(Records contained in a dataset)
····················
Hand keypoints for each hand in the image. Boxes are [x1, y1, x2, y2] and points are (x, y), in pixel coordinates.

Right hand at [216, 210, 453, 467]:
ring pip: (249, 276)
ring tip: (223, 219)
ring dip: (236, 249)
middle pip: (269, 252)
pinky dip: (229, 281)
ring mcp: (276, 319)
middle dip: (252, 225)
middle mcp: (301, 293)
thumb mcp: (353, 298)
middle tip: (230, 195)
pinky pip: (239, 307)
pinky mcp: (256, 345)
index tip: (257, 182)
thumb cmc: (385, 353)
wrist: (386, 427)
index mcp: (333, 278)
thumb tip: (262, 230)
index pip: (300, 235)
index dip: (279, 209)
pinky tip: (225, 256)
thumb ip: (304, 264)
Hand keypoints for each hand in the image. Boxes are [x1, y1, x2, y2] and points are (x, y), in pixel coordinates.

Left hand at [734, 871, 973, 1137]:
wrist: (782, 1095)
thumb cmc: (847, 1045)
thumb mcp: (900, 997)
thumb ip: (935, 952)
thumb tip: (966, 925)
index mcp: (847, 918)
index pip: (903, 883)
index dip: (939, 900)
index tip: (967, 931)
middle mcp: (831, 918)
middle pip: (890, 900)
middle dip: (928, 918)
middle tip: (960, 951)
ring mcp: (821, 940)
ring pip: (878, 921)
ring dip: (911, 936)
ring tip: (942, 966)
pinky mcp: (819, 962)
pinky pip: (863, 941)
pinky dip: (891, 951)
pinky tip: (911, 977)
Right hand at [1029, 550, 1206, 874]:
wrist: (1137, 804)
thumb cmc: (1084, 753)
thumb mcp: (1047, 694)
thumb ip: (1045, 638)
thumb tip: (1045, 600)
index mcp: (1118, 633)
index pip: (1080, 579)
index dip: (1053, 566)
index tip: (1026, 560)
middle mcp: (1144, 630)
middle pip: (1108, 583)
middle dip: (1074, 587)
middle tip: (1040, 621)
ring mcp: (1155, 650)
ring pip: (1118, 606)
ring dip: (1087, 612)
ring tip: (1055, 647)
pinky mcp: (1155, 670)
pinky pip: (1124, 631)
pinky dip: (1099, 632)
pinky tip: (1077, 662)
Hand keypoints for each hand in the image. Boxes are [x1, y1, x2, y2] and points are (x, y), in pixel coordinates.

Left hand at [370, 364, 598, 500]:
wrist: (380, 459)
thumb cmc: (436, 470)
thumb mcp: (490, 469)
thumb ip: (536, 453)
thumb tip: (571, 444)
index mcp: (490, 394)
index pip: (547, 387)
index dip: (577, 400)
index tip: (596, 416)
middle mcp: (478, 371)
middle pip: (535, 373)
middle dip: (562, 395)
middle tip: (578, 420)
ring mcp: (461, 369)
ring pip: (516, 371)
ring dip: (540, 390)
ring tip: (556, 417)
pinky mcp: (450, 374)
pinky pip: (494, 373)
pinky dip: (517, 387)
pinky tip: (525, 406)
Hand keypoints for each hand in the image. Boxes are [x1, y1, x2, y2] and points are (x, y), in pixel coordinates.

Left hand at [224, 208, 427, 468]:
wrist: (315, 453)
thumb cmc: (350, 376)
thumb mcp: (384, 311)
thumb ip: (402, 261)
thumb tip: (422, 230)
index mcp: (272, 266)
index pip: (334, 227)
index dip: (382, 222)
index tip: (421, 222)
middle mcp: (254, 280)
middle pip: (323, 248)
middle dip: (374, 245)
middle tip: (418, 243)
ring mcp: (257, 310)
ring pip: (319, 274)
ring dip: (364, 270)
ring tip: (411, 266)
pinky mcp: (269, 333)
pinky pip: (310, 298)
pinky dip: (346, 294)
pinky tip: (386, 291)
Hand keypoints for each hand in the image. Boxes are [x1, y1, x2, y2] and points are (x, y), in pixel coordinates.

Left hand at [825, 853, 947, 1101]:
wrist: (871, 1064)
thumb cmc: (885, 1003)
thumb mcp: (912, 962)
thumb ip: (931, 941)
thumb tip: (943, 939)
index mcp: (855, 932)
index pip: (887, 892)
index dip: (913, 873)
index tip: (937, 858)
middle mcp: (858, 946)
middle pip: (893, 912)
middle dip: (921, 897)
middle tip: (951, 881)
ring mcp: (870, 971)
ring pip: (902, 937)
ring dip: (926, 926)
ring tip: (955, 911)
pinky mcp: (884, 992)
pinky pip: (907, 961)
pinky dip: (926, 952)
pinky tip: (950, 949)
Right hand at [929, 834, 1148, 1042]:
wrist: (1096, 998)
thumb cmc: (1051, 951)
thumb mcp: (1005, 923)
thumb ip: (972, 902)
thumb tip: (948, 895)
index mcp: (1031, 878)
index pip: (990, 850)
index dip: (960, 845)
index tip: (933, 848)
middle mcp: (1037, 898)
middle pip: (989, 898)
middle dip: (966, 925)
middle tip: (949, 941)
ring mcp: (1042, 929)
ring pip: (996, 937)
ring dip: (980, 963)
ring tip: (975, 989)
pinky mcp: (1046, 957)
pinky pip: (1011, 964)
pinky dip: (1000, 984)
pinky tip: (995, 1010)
····················
**Task to complete**
From the records above, pull every line that has the string "wrist" and copy it.

**Response to this task**
wrist: (386, 427)
wrist: (782, 1095)
wrist: (1137, 804)
wrist: (380, 459)
wrist: (315, 453)
wrist: (871, 1064)
wrist: (1096, 998)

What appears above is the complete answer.